Punjab-Haryana High Court
Haryana Briquettes Industries vs State Of Haryana And Anr. on 8 July, 1986
Equivalent citations: 1987 64 STC 330 P H
Author: P C Jain
Bench: P C Jain, S S Kang


JUDGMENT

Prem Chand Jain, C.J.

1. The petitioner, which is a partnership concern, is registered with the sales tax authority under the Haryana General Sales Tax Act and the Central Sales Tax Act (hereinafter called the “Act” and the ”Central Act” respectively). The petitioner deals in briquette coal industry and sells the coal briquettes within the State of Haryana. Returns were filed for the year 1983-84 and tax was also paid as had earlier been done at the rate of 4 per cent on briquettes sold within the State of Haryana. It is further averred that the petitioner received a notice from the Assessing Authority, respondent No. 2, requiring the petitioner to produce material in support of the returns filed and for verification of the accounts. It appears that the Assessing Authority was satisfied with the accounts maintained but the Assessing Authority was of the view that in accordance with the instructions issued by respondent No. 1, the coal briquettes may be taxed at the rate of 8 per cent instead of 4 per cent. The explanation given by the petitioner was not accepted and the Assessing Authority imposed tax on coal briquettes at the rate of 8 per cent instead of 4 per cent. Through this petition, the petitioner has challenged the imposition of tax at the rate of 8 per cent and has also called in question the legality of enhanced demand of tax made on the basis of the imposition of tax at the rate of 8 per cent.
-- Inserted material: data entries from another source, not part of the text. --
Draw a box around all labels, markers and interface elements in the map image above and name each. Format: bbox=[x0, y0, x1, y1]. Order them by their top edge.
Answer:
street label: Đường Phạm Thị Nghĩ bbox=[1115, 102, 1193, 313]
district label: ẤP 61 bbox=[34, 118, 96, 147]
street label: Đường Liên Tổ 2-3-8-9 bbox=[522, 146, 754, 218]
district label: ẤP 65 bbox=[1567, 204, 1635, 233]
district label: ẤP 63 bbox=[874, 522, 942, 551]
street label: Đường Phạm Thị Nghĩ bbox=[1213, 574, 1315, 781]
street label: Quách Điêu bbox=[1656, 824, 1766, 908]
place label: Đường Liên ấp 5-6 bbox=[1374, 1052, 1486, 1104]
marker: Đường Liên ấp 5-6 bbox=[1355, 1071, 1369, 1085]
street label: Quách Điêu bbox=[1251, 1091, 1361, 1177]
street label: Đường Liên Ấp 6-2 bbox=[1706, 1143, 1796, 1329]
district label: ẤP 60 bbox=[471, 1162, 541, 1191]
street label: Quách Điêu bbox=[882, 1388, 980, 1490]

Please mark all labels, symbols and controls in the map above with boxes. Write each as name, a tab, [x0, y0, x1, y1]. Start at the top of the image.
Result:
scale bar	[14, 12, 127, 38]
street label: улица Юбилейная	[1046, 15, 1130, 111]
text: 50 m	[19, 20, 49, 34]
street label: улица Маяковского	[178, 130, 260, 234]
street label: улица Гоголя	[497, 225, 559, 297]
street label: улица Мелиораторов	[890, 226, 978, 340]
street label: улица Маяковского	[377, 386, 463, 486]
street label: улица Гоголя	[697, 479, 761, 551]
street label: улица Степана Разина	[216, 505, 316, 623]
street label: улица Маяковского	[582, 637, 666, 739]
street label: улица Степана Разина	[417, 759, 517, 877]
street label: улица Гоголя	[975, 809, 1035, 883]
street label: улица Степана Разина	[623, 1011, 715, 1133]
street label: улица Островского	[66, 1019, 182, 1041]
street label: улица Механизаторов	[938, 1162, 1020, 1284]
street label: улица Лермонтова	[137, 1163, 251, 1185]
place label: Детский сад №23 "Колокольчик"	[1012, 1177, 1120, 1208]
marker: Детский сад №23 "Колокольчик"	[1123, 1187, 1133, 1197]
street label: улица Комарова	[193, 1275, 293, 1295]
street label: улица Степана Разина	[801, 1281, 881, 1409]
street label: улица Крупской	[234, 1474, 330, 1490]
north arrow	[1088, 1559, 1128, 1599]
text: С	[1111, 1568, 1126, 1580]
2. On 10th July, 1985, on the basis of the Judgment in Khanna Coke Industries, Moradabad v. Assistant Commissioner (Judicial), Sales Tax, Moradabad 1978 Tax LR 2129 (All.) the case was admitted and was ordered to be heard at an early date.

3. Written statement has been filed on behalf of respondents Nos. 1 and 2, in which some preliminary objections have been taken. On merits, the action is sought to be supported on the plea that the briquettes is not coal and this is not covered by item (ia) of Section 14 of the Central Act, but it is a different commodity made of coal-dust, molasses and clay and thus it requires to be treated as a separate commercial commodity for the purpose of taxation law.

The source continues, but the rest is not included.